Ada 1 momen yang paling membekas pada diri saya, hingga membuat saya begitu merasa bahwa betapa pentingnya mewujudkan cita-cita anak itu. Momen itu ketika saya menginjak usia 22 tahun, pada usia itu saya baru menyadari cita-cita apa yang sebenarnya saya miliki.
Di masa-masa sebelum itu, ternyata cita-cita apa yang diucapkan dalam mulut saat ada yang bertanya “ingin jadi apa nanti?’ adalah cita-cita yang semu. Saya mengucapkannya tanpa ada panggilan jiwa yang mendorong. Tidak tahu apakah hal ini tergolong terlambat atau tidak, yang pasti saya baru bisa menjawab apa cita-cita saya secara meyakinkan setelah hidup 22 tahun, setelah saya dewasa, bukan anak-anak lagi bahkan remaja.
Tapi saya tidak pernah menyesali itu semua, biarlah waktu sudah berlalu. Yang terpenting saat ini, saya fokus mewujudkan cita-cita saya dan berusaha untuk tidak mengulangi semua ini saat saya memiliki anak nanti.
Sebelum mewujudkan cita-cita anak saya nanti, tentunya saya harus mempelajari apa yang menjadi penyebab saya ‘telat panas’ dalam meraih cita-cita.
Pertama, Peran Keluarga. Dalam hal ini orang tua. Sungguh saya tulis ini bukan bermaksud untuk menyalahkan orang tua saya, bagaimanapun juga mereka telah berjasa besar bagi kehidupan saya. Saya harap ini akan menjadi pelajaran bagi kita semua.
Saya terlahir dan hidup di dalam keluarga yang berkecukupan, tidak kaya dan juga tidak miskin. Orang tua saya sangat menyadari pendidikan itu penting bagi anak-anaknya demi meraih masa depan yang baik.

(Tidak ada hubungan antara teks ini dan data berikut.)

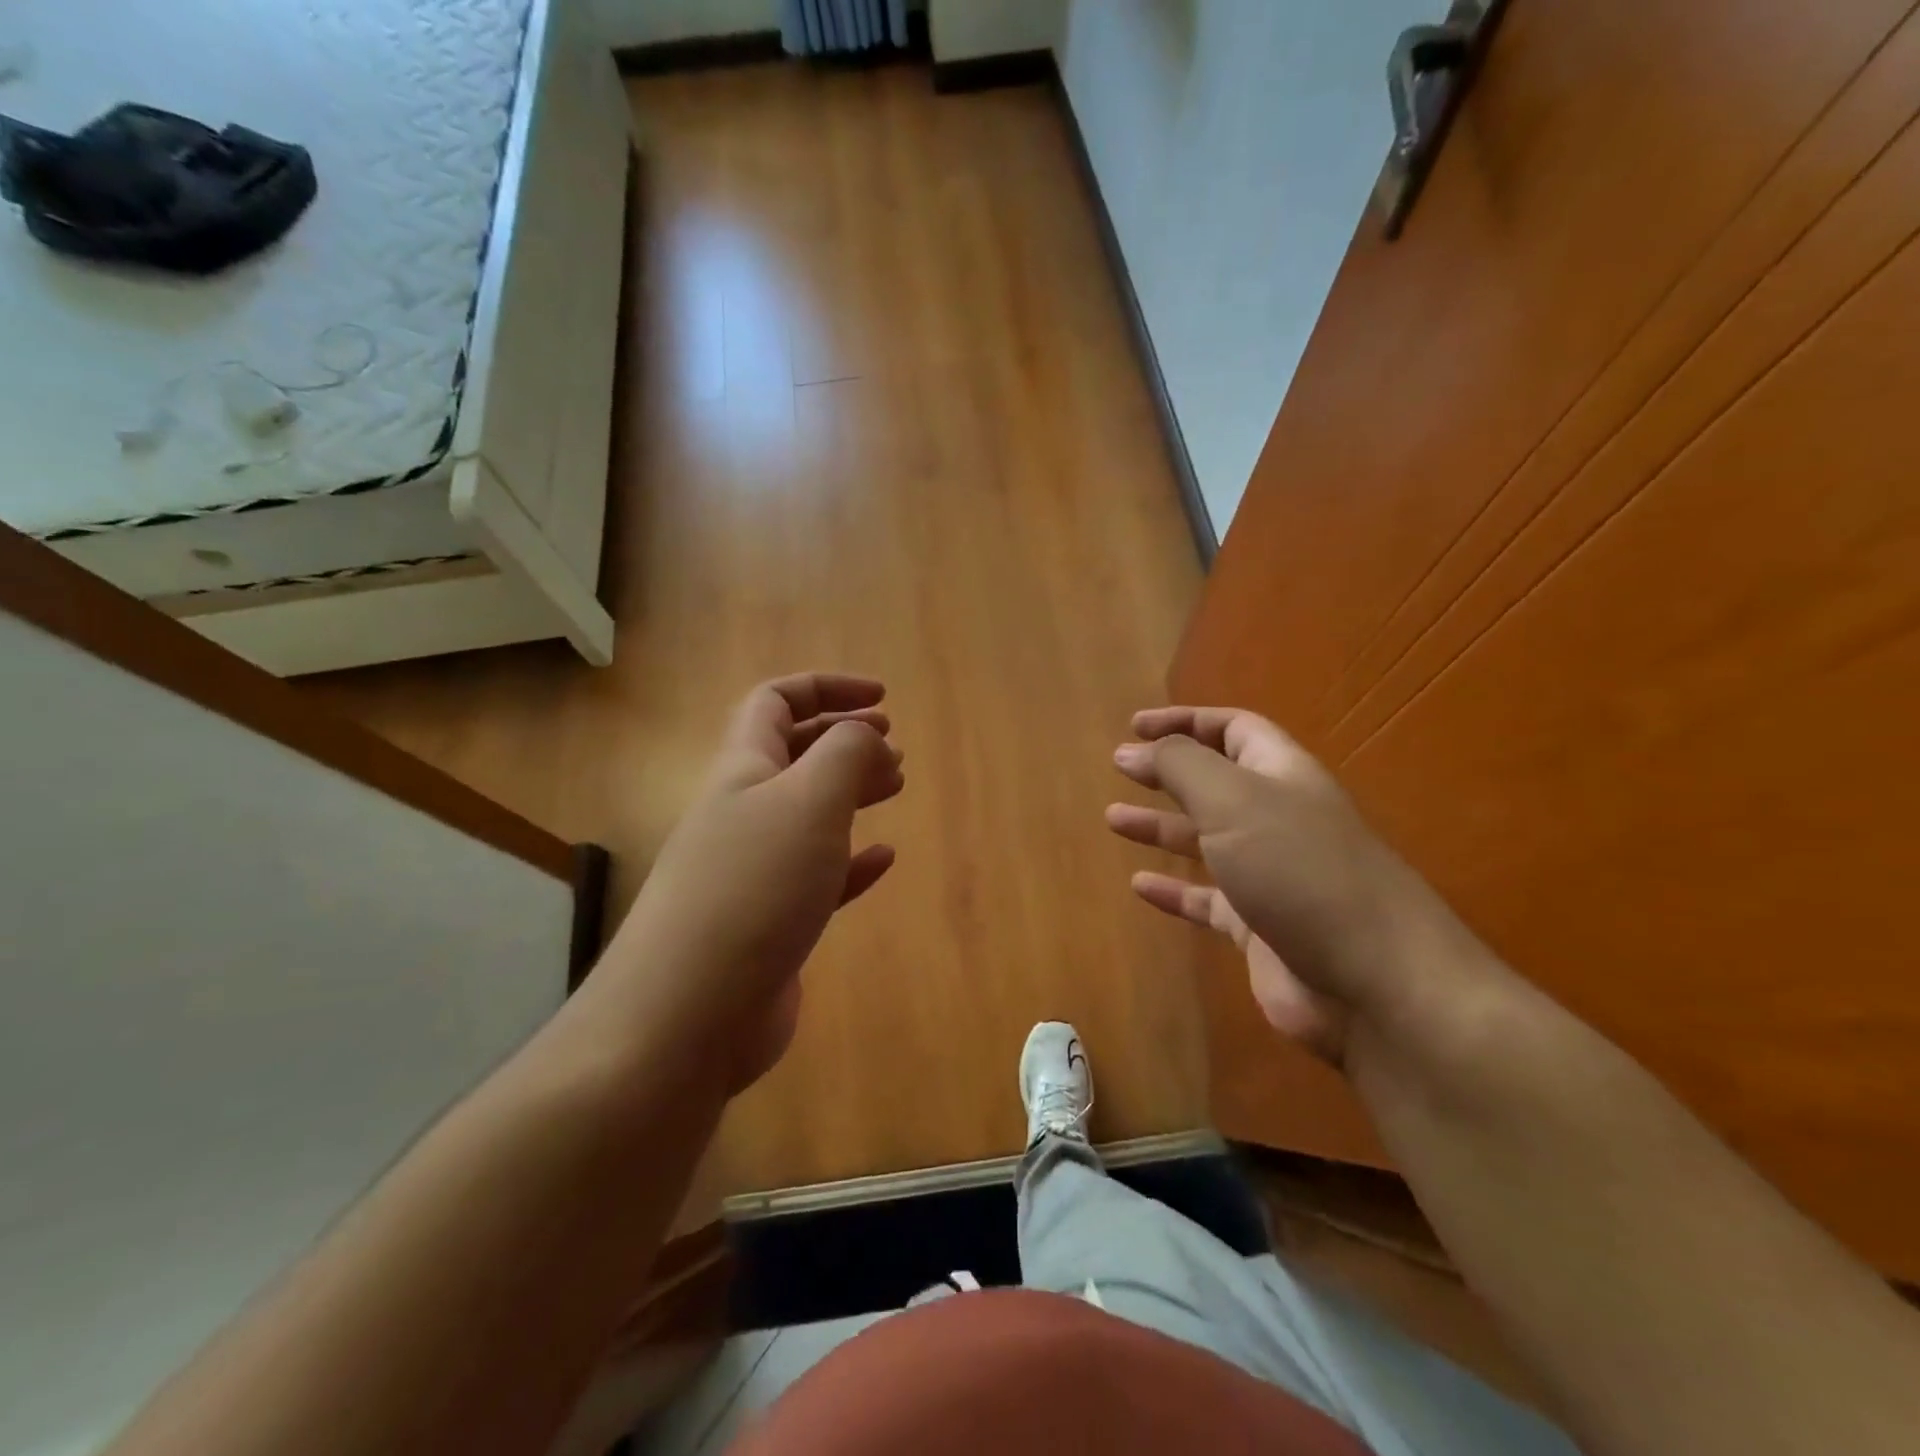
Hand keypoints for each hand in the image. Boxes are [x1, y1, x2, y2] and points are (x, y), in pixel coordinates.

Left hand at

Mereka menyekolahkan saya di sekolah favorit dari SD hingga SMA. Tapi yang saya sadari setelah saya dewasa adalah selama masa kanak-kanak hingga remaja, saya tidak diarahkan untuk memiliki cita-cita apa yang ingin diwujudkan.
Jujur saja, momen yang paling terasa adalah saat saya baru lulus dari SMA. Saya bingung memilih jurusan apa saat kuliah nanti, bahkan saya tidak tahu mau jadi apa nantinya. Karena selama ini, orang tua saya hanya meminta untuk belajar yang rajin, belajar yang pintar, nilai harus bagus, harus mendapatkan ranking di kelas. Dengan alasan, bahwa semua itu akan menjadi kesuksesan di masa depan.
Padahal saat saya SD, saya pernah meminta untuk disekolahkan di Sekolah Sepakbola karena saya suka dengan bermain bola dan ingin menjadi pemain sepak bola profesional saat besar nanti. Tapi orang tua tidak mengabulkan, hingga pupus lah sudah cita-cita saya ketika itu. Cita-cita yang sebenarnya bisa saja terwujud nyata pada saat ini, karena memang hingga sekarang saya masih menyukai dunia sepak bola.
Saya jadi teringat, dengan jawaban-jawaban klasik dari anak-anak yang ditanya, ‘cita-citanya apa?’. Kalau bukan dokter, pasti jawabannya berputar di antara pilot, polisi, dan presiden. Sebuah jawaban yang kosong di hati.
Dan saya rasa, ini menjadi hal yang umum dari dulu sampai sekarang. Anak-anak tidak tahu apa yang menjadi cita-citanya. Mungkin teman-teman yang sedang baca tulisan ini pun, termasuk di dalamnya.
Jadi jangan heran, kalau banyak orang yang saat kecil ditanya cita-citanya, misalnya saja jawabannya itu Polisi, tapi saat kuliah malah di jurusan arsitektur, dan masuk dunia kerja justru jadi staf kantor di divisi kepegawaian.